[AVAILABLE RECORDS — start]

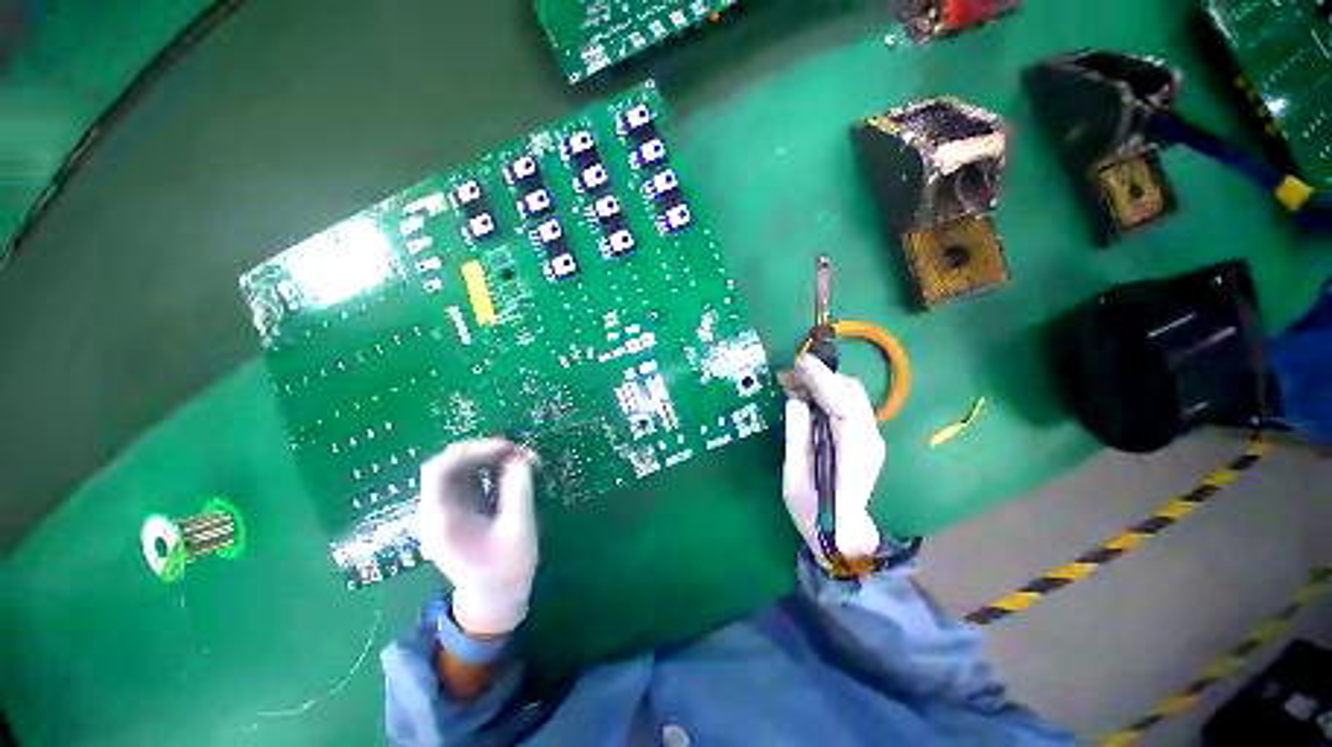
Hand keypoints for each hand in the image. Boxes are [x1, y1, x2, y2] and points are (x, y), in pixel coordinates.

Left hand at [415, 439, 538, 635]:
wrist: (495, 598)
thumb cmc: (507, 568)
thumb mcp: (519, 528)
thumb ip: (518, 489)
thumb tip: (520, 456)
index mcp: (441, 520)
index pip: (439, 470)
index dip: (472, 450)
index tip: (507, 447)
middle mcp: (436, 510)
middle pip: (448, 464)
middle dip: (484, 451)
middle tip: (519, 451)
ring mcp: (447, 508)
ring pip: (459, 467)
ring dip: (489, 457)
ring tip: (521, 457)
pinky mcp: (460, 507)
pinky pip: (470, 476)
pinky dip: (491, 466)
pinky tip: (513, 468)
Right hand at [783, 354, 883, 562]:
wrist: (844, 538)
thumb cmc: (815, 513)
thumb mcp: (796, 476)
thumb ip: (797, 435)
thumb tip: (796, 400)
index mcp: (855, 452)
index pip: (843, 404)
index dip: (822, 380)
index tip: (799, 362)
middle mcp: (870, 439)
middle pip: (851, 392)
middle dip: (821, 376)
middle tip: (789, 374)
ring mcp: (872, 438)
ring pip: (851, 395)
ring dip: (823, 383)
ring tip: (793, 382)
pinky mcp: (865, 438)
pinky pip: (848, 405)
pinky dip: (827, 393)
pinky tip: (807, 396)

[AVAILABLE RECORDS — finish]

TO DO
Search the listing above for the string "index" and copy each line that has it.

TASK SOLUTION
index mcp: (441, 520)
index pip: (439, 470)
index dip: (472, 450)
index tip: (507, 447)
index mcp: (855, 452)
index pip: (843, 404)
index dip: (822, 380)
index tip: (799, 362)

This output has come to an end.